Work instructions: Go to the line holding "ring mcp: (202, 255)" in the entries below and write out exactly every line down to and including the line holding "middle mcp: (504, 255)".

Saved entries:

--- START ---

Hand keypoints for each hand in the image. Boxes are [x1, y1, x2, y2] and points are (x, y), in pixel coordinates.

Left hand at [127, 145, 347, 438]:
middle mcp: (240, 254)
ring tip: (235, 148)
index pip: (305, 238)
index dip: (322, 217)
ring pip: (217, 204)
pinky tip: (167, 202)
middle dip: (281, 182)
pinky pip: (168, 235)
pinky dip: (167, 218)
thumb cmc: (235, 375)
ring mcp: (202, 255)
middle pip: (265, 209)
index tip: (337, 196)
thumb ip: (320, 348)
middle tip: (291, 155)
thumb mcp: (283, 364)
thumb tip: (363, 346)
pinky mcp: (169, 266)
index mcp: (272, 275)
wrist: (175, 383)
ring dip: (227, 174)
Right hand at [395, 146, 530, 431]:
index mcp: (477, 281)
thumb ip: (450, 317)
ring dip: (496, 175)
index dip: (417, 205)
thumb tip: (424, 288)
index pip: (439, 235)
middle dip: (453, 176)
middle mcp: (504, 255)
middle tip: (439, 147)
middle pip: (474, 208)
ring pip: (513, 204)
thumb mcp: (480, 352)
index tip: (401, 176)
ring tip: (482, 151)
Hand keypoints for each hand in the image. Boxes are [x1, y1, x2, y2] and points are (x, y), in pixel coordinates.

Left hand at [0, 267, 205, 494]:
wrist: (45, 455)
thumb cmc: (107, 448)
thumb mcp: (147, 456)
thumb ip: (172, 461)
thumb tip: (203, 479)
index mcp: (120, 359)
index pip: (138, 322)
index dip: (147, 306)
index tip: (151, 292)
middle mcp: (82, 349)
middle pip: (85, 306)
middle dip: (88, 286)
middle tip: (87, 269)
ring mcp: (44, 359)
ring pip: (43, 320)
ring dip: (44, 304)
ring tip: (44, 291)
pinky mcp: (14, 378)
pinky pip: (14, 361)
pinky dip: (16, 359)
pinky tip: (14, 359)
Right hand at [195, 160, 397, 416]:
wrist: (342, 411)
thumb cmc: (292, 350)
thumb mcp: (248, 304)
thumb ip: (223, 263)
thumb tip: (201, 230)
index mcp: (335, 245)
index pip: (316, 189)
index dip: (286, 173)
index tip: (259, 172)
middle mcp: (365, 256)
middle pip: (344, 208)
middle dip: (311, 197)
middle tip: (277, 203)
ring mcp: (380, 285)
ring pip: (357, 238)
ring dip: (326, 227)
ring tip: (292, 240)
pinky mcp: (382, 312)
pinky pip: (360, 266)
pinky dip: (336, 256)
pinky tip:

--- END ---

Task solution:
ring mcp: (202, 255)
middle pip: (265, 209)
index tip: (337, 196)
thumb ip: (320, 348)
middle tip: (291, 155)
thumb mcp: (283, 364)
thumb tip: (363, 346)
pinky mcp: (169, 266)
index mcp: (272, 275)
wrist: (175, 383)
ring dip: (227, 174)
Right hand at [395, 146, 530, 431]:
index mcp: (477, 281)
thumb ip: (450, 317)
ring dip: (496, 175)
index dip: (417, 205)
thumb tip: (424, 288)
index pip: (439, 235)
middle dip: (453, 176)
middle mcp: (504, 255)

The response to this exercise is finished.